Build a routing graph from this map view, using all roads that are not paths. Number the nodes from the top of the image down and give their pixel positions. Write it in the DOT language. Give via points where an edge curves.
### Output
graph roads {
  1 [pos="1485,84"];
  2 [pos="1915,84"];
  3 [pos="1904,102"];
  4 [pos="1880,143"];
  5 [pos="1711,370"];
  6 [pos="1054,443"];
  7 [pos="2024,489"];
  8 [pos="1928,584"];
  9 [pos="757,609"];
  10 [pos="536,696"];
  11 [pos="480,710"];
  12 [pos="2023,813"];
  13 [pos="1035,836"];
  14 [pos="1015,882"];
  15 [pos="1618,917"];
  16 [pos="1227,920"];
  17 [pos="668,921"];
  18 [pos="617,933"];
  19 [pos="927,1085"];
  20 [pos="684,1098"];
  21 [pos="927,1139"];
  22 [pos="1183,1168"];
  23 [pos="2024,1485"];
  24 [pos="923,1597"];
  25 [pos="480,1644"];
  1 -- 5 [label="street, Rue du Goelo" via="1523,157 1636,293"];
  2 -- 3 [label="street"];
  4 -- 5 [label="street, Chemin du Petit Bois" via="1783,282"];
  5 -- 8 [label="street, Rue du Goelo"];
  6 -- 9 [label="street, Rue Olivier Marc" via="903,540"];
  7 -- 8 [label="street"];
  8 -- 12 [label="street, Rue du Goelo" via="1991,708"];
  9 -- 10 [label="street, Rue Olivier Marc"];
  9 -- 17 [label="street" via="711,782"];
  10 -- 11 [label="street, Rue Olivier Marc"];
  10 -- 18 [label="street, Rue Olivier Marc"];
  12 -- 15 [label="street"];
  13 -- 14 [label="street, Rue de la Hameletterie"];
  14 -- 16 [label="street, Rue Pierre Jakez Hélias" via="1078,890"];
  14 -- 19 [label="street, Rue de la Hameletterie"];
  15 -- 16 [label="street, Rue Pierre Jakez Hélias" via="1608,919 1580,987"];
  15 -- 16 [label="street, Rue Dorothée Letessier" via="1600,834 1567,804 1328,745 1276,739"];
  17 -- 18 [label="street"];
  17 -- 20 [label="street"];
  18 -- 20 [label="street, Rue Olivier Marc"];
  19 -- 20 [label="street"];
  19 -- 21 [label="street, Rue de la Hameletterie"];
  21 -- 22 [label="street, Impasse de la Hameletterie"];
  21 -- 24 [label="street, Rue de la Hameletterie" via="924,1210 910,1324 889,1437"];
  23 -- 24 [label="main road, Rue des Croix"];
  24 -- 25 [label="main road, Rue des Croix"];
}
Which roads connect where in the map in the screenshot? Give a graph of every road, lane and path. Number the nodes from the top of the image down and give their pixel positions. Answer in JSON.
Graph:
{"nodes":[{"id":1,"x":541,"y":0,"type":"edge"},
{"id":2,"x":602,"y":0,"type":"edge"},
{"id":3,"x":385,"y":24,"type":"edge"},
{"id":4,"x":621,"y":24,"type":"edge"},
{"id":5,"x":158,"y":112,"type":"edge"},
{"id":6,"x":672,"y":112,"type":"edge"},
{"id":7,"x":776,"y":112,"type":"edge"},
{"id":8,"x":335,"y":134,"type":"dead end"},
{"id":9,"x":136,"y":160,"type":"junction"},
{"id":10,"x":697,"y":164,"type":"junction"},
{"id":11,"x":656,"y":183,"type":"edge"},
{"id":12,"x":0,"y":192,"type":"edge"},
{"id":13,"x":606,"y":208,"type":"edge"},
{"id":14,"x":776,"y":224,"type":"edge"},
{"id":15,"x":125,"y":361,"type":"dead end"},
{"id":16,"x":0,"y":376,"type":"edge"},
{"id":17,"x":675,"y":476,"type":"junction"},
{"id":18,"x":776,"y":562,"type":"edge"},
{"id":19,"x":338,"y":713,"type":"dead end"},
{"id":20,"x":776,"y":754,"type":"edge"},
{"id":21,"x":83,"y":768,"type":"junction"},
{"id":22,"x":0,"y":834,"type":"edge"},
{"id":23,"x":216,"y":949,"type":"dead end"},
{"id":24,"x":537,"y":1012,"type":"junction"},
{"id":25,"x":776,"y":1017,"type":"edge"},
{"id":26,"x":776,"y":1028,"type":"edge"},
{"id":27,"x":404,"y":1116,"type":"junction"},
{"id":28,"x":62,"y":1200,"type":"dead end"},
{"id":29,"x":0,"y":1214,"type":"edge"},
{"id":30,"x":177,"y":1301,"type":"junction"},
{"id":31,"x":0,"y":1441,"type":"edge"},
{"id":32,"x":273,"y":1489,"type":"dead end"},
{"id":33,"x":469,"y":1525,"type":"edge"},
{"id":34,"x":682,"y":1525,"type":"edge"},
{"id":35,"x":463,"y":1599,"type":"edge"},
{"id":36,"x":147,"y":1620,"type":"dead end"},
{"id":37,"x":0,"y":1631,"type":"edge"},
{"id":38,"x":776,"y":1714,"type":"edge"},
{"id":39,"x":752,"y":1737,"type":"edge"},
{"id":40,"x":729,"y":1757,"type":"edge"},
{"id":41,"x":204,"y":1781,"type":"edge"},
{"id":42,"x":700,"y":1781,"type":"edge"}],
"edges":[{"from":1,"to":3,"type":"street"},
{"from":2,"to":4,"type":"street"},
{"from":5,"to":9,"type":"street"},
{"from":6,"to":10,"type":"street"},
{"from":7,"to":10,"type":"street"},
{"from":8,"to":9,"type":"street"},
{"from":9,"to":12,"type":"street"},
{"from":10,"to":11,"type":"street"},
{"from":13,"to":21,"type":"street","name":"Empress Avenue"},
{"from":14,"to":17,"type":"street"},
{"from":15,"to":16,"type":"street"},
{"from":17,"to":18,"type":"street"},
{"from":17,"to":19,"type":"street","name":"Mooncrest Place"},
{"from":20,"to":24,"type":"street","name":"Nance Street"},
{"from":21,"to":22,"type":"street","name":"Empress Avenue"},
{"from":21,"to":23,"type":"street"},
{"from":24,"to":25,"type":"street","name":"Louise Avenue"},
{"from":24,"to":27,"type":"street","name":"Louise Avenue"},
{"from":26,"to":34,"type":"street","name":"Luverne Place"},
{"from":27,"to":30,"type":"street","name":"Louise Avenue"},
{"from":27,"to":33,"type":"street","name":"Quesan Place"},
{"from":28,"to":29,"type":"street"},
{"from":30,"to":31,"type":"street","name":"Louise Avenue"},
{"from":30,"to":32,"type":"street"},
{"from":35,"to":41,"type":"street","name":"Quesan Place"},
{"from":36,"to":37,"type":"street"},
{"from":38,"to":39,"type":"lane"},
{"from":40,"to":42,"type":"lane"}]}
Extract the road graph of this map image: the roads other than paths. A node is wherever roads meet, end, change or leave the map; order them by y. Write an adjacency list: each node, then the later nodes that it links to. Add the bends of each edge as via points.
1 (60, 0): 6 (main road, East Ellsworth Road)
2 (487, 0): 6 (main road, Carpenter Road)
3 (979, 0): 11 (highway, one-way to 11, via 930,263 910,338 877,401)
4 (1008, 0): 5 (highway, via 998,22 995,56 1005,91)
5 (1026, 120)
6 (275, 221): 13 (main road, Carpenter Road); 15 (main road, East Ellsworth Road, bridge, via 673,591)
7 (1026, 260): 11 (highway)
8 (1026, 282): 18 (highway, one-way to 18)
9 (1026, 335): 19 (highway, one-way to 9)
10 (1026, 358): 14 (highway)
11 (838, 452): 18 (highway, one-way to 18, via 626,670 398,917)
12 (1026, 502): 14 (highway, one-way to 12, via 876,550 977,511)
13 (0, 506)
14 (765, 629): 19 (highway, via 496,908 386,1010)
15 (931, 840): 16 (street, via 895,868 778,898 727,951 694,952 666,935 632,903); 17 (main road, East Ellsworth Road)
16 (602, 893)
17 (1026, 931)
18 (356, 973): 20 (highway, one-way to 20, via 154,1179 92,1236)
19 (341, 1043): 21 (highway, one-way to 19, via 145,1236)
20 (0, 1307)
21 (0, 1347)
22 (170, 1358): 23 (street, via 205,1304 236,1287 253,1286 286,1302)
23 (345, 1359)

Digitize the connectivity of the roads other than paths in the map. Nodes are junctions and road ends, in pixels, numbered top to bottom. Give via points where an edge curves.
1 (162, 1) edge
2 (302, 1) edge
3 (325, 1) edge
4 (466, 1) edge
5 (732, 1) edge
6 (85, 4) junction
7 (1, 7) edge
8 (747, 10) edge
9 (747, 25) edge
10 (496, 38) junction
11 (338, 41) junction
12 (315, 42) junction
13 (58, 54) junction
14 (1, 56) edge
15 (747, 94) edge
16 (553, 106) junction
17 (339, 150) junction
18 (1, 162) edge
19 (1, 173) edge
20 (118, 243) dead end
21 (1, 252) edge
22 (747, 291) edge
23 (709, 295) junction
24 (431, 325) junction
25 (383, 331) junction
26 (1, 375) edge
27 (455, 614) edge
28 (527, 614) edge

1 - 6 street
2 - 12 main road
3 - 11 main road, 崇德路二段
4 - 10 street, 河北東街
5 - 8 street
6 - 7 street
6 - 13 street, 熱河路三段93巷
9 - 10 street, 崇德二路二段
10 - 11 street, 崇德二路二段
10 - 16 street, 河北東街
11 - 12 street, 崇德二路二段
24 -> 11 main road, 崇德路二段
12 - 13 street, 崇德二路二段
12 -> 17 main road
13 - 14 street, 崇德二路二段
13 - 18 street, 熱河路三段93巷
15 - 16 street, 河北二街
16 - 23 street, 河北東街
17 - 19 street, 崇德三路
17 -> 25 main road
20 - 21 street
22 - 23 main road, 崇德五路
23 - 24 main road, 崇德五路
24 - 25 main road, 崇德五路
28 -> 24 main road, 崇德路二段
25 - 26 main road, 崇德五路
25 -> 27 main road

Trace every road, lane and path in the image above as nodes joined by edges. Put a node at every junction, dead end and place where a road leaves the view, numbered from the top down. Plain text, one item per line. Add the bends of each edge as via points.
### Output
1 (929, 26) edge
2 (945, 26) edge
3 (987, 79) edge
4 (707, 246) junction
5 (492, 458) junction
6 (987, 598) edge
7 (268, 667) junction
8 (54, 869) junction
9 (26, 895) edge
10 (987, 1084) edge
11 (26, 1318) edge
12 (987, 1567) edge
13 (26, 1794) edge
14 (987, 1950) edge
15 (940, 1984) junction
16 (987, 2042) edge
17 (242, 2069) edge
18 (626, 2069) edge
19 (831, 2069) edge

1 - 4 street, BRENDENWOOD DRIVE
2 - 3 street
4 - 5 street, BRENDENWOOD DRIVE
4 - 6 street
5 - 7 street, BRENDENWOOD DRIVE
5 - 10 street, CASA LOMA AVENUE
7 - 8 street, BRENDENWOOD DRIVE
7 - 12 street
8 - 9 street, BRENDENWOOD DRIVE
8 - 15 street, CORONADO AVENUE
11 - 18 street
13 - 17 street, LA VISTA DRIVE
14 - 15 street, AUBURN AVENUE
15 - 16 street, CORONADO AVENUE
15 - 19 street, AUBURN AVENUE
---*---
● YOUR TASK
Check each line of the records for the word "Hameletterie" and extract those that contain it.

● PROBLEM SOLUTION
  13 -- 14 [label="street, Rue de la Hameletterie"];
  14 -- 19 [label="street, Rue de la Hameletterie"];
  19 -- 21 [label="street, Rue de la Hameletterie"];
  21 -- 22 [label="street, Impasse de la Hameletterie"];
  21 -- 24 [label="street, Rue de la Hameletterie" via="924,1210 910,1324 889,1437"];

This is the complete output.